Her parents still live in Transnistria, about 60 miles west of Ukraine. Many political scientists have begun speculating whether Russia, following its annexation of Crimea, will push west to absorb Transnistria.
Hrekul said many of the people living there think Russian annexation would be best for the region, in terms of stability. Her main position, she said, is one of non-violence. If Transnistria wants to be annexed and become part of Russia, she has no problem with that. But she doesn’t like the idea of Russia using military force in Ukraine.
“Personally, I believe that Transnistria may well be better off with Russia,: she said. “But I see Crimea as a different scenario, than Transnistria. Not everyone does.”
Legal System Differences
Hrekul spent five years studying at the Mechnikov National University, Odessa, Ukraine. She earned undergraduate and graduate degrees in English language and foregin literature, and also minored in Spanish. While studying, she met her husband, whom she dated for two years.
She moved to the U.S. in 2006 to get married, intent on further study.
After working for Berlitz, the language school which used to have an office in West Hartford, she enrolled in law school at the University of Connecticut School of Law.

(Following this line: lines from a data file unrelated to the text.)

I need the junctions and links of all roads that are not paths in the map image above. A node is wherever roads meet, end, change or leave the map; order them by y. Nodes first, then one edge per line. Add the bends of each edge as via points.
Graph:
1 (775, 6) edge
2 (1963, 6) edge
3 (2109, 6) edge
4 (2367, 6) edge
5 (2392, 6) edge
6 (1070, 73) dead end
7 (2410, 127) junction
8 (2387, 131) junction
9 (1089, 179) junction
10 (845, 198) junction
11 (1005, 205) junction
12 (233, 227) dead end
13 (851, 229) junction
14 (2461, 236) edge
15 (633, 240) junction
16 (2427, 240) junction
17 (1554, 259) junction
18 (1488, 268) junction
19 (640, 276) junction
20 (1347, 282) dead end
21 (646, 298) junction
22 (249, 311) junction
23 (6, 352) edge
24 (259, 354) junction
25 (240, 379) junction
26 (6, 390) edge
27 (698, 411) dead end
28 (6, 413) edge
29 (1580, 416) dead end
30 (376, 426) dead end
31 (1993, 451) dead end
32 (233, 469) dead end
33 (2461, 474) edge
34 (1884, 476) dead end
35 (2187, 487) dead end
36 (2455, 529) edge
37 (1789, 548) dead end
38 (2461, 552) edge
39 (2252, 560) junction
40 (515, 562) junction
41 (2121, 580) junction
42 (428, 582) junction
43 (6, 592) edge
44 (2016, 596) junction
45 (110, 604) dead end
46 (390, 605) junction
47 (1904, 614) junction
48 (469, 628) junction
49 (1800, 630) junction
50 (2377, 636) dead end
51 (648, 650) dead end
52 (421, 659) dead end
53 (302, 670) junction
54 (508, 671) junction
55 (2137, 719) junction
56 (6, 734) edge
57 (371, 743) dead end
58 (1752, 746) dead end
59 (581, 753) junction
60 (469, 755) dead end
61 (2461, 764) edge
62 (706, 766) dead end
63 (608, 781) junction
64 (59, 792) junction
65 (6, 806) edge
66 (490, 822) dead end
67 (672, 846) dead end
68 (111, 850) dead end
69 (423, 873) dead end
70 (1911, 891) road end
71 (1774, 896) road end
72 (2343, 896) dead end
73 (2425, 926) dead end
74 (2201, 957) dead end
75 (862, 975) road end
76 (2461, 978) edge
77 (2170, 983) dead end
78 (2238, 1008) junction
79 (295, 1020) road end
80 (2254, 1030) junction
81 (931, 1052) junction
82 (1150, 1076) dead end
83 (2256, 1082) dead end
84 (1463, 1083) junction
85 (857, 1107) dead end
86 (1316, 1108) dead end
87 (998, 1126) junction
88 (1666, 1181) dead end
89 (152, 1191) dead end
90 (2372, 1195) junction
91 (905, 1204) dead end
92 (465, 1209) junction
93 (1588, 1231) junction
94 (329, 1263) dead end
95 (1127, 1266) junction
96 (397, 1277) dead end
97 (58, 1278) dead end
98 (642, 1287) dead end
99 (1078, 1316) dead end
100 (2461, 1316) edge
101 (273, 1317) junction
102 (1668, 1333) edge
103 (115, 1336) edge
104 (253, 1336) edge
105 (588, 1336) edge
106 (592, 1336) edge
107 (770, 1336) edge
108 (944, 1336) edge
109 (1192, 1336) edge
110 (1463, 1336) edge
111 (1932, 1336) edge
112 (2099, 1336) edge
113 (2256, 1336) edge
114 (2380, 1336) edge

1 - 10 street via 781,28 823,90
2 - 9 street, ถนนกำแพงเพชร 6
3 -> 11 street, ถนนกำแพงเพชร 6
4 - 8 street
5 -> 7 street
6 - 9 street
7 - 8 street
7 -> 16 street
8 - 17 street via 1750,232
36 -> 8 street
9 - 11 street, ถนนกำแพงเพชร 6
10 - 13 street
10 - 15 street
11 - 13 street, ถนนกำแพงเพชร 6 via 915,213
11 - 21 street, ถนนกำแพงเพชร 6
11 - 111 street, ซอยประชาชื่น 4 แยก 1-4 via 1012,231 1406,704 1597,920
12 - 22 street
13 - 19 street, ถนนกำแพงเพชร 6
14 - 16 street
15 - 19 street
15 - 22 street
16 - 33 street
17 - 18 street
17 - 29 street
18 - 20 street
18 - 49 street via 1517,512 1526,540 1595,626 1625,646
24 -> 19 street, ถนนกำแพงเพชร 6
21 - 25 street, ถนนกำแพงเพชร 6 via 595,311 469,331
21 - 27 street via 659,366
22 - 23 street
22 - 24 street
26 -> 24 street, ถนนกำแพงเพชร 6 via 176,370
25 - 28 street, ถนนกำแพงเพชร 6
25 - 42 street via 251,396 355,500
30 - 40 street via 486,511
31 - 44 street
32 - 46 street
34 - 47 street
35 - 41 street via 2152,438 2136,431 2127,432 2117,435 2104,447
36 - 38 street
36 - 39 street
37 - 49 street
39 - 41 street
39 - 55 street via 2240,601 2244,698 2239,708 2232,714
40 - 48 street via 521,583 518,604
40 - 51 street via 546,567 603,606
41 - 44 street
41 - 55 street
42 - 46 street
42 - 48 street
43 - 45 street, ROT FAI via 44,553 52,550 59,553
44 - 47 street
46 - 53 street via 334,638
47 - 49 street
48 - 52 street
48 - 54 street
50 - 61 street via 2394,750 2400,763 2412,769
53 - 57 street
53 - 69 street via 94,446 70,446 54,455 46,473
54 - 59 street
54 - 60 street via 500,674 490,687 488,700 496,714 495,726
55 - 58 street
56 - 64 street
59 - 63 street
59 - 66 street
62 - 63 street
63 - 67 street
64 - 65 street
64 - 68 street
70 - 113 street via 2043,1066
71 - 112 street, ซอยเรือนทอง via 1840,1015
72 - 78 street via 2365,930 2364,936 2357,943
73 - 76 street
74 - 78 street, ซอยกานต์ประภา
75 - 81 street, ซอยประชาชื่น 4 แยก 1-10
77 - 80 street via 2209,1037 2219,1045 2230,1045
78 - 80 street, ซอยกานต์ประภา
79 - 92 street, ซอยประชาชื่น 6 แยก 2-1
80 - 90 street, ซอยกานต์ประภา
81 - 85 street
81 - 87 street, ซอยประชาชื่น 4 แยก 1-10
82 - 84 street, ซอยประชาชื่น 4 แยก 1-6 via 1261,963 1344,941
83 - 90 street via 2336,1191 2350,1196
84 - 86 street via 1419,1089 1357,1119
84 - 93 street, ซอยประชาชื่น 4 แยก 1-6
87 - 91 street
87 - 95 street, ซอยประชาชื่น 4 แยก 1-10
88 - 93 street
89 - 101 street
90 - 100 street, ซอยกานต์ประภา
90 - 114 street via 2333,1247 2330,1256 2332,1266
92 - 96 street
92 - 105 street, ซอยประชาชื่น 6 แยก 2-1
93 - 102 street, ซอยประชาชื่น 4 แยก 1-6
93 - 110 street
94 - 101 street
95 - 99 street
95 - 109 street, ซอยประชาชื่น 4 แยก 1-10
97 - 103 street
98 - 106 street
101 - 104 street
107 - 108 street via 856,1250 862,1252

While there, she spent six months working for the Office of Chief Disciplinary Counsel. She also interned for then-Superior Court Judge Michael Sheldon, one of eight internships she participated in while in law school.
Hrekul’s first law firm job was with Gordon & Rees in Glastonbury, where she handled insurance coverage and business litigation. She is starting a new job on May 12 as an associate with Howard Kohn Sprague & Fitzgerald. Her practice will again include insurance defense.
Hrekul says the legal systems of the U.S. and Ukraine are vastly different. While U.S. legal tradition relies heavily on caselaw, Ukrainian society is governed almost exclusively in codified law. “Caselaw was a big shock for me when I first came to law school,” Hrekul said. “It is easier to take a code and look the relevant law up. But caselaw certainly provide more flexibility and is capable of accommodating more nuances in individual cases than a code would.”
From her perspective, the experience of living in the former USSR gave her an understanding that is useful in her profession.
“I think ithas given me appreciation of how complex, ambiguous and gray the relationships between these countries and their people can be, or any other issues for that matter,” Hrekul said. “I tend to not jump to conclusions and judge, but understand that there may be multiple perspectives, causes, interests, and goals to each problem.”